Only an exact repeat of the listing, without its images, counts as the answer.
Data section Start Marker
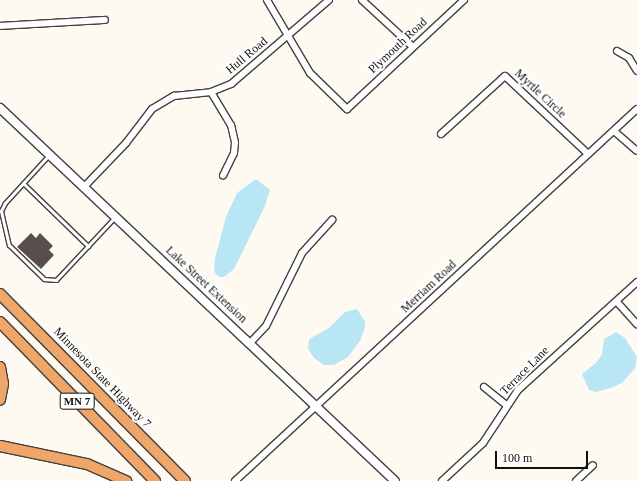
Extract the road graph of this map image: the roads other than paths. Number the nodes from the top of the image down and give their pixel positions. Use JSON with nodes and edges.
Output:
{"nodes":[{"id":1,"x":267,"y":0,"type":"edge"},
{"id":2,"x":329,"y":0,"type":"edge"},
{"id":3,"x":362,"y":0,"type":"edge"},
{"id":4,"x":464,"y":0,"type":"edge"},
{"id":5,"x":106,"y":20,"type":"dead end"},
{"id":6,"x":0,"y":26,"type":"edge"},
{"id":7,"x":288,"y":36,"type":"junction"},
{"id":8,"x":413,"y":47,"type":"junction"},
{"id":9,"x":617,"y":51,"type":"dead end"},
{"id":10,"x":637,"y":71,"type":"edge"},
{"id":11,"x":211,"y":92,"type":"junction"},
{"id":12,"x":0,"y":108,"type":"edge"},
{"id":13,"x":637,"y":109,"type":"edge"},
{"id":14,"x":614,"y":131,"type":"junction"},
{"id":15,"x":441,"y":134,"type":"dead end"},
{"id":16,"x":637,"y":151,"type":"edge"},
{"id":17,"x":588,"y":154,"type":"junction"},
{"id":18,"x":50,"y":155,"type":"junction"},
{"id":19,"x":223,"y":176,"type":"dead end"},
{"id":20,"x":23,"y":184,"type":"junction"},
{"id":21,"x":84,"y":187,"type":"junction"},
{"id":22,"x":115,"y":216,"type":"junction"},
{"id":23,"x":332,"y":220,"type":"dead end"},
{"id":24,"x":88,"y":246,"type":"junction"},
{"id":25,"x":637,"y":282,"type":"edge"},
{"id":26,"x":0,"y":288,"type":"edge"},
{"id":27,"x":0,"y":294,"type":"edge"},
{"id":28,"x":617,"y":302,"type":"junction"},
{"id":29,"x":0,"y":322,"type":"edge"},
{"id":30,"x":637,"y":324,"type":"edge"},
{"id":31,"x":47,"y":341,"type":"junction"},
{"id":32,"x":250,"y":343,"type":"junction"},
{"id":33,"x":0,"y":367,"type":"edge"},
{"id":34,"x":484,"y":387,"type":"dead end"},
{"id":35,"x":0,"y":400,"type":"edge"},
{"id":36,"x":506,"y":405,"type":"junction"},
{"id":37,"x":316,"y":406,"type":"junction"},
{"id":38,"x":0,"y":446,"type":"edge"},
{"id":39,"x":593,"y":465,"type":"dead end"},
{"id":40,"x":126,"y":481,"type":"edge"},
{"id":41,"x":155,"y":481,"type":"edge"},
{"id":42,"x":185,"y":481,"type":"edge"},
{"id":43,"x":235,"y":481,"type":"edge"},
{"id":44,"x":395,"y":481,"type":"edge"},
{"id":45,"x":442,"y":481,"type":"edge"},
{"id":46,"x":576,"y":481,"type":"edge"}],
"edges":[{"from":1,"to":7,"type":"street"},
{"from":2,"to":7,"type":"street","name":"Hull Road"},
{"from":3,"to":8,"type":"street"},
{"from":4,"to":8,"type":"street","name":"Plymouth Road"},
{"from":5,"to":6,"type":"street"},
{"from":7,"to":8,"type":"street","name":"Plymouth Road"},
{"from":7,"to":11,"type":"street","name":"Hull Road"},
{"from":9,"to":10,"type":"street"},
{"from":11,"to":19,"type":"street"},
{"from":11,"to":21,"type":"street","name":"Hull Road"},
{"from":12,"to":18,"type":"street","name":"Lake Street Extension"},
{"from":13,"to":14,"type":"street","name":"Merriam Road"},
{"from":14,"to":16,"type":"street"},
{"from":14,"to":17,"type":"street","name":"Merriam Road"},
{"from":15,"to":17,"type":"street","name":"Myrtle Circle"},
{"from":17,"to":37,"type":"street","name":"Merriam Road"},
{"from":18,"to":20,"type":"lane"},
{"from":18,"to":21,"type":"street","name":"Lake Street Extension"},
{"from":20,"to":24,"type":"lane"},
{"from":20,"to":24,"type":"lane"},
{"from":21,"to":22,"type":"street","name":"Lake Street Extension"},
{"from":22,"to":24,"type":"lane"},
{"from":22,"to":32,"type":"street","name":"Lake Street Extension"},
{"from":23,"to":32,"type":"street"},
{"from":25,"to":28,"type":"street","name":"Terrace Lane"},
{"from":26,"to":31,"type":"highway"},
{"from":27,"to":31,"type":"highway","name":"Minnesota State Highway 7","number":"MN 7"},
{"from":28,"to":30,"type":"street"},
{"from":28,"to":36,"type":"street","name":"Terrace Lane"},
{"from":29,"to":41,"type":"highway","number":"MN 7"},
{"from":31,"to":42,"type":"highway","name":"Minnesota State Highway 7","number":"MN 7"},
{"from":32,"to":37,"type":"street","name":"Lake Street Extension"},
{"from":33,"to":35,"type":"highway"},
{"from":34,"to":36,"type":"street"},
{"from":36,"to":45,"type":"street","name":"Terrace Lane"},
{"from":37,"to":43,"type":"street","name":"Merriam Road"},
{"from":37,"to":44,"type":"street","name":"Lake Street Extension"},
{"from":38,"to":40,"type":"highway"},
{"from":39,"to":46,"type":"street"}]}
Data section End Marker
→ **Response**:
Extract the road graph of this map image: the roads other than paths. Number the nodes from the top of the image down and give their pixel positions. Use JSON with nodes and edges.
Output:
{"nodes":[{"id":1,"x":267,"y":0,"type":"edge"},
{"id":2,"x":329,"y":0,"type":"edge"},
{"id":3,"x":362,"y":0,"type":"edge"},
{"id":4,"x":464,"y":0,"type":"edge"},
{"id":5,"x":106,"y":20,"type":"dead end"},
{"id":6,"x":0,"y":26,"type":"edge"},
{"id":7,"x":288,"y":36,"type":"junction"},
{"id":8,"x":413,"y":47,"type":"junction"},
{"id":9,"x":617,"y":51,"type":"dead end"},
{"id":10,"x":637,"y":71,"type":"edge"},
{"id":11,"x":211,"y":92,"type":"junction"},
{"id":12,"x":0,"y":108,"type":"edge"},
{"id":13,"x":637,"y":109,"type":"edge"},
{"id":14,"x":614,"y":131,"type":"junction"},
{"id":15,"x":441,"y":134,"type":"dead end"},
{"id":16,"x":637,"y":151,"type":"edge"},
{"id":17,"x":588,"y":154,"type":"junction"},
{"id":18,"x":50,"y":155,"type":"junction"},
{"id":19,"x":223,"y":176,"type":"dead end"},
{"id":20,"x":23,"y":184,"type":"junction"},
{"id":21,"x":84,"y":187,"type":"junction"},
{"id":22,"x":115,"y":216,"type":"junction"},
{"id":23,"x":332,"y":220,"type":"dead end"},
{"id":24,"x":88,"y":246,"type":"junction"},
{"id":25,"x":637,"y":282,"type":"edge"},
{"id":26,"x":0,"y":288,"type":"edge"},
{"id":27,"x":0,"y":294,"type":"edge"},
{"id":28,"x":617,"y":302,"type":"junction"},
{"id":29,"x":0,"y":322,"type":"edge"},
{"id":30,"x":637,"y":324,"type":"edge"},
{"id":31,"x":47,"y":341,"type":"junction"},
{"id":32,"x":250,"y":343,"type":"junction"},
{"id":33,"x":0,"y":367,"type":"edge"},
{"id":34,"x":484,"y":387,"type":"dead end"},
{"id":35,"x":0,"y":400,"type":"edge"},
{"id":36,"x":506,"y":405,"type":"junction"},
{"id":37,"x":316,"y":406,"type":"junction"},
{"id":38,"x":0,"y":446,"type":"edge"},
{"id":39,"x":593,"y":465,"type":"dead end"},
{"id":40,"x":126,"y":481,"type":"edge"},
{"id":41,"x":155,"y":481,"type":"edge"},
{"id":42,"x":185,"y":481,"type":"edge"},
{"id":43,"x":235,"y":481,"type":"edge"},
{"id":44,"x":395,"y":481,"type":"edge"},
{"id":45,"x":442,"y":481,"type":"edge"},
{"id":46,"x":576,"y":481,"type":"edge"}],
"edges":[{"from":1,"to":7,"type":"street"},
{"from":2,"to":7,"type":"street","name":"Hull Road"},
{"from":3,"to":8,"type":"street"},
{"from":4,"to":8,"type":"street","name":"Plymouth Road"},
{"from":5,"to":6,"type":"street"},
{"from":7,"to":8,"type":"street","name":"Plymouth Road"},
{"from":7,"to":11,"type":"street","name":"Hull Road"},
{"from":9,"to":10,"type":"street"},
{"from":11,"to":19,"type":"street"},
{"from":11,"to":21,"type":"street","name":"Hull Road"},
{"from":12,"to":18,"type":"street","name":"Lake Street Extension"},
{"from":13,"to":14,"type":"street","name":"Merriam Road"},
{"from":14,"to":16,"type":"street"},
{"from":14,"to":17,"type":"street","name":"Merriam Road"},
{"from":15,"to":17,"type":"street","name":"Myrtle Circle"},
{"from":17,"to":37,"type":"street","name":"Merriam Road"},
{"from":18,"to":20,"type":"lane"},
{"from":18,"to":21,"type":"street","name":"Lake Street Extension"},
{"from":20,"to":24,"type":"lane"},
{"from":20,"to":24,"type":"lane"},
{"from":21,"to":22,"type":"street","name":"Lake Street Extension"},
{"from":22,"to":24,"type":"lane"},
{"from":22,"to":32,"type":"street","name":"Lake Street Extension"},
{"from":23,"to":32,"type":"street"},
{"from":25,"to":28,"type":"street","name":"Terrace Lane"},
{"from":26,"to":31,"type":"highway"},
{"from":27,"to":31,"type":"highway","name":"Minnesota State Highway 7","number":"MN 7"},
{"from":28,"to":30,"type":"street"},
{"from":28,"to":36,"type":"street","name":"Terrace Lane"},
{"from":29,"to":41,"type":"highway","number":"MN 7"},
{"from":31,"to":42,"type":"highway","name":"Minnesota State Highway 7","number":"MN 7"},
{"from":32,"to":37,"type":"street","name":"Lake Street Extension"},
{"from":33,"to":35,"type":"highway"},
{"from":34,"to":36,"type":"street"},
{"from":36,"to":45,"type":"street","name":"Terrace Lane"},
{"from":37,"to":43,"type":"street","name":"Merriam Road"},
{"from":37,"to":44,"type":"street","name":"Lake Street Extension"},
{"from":38,"to":40,"type":"highway"},
{"from":39,"to":46,"type":"street"}]}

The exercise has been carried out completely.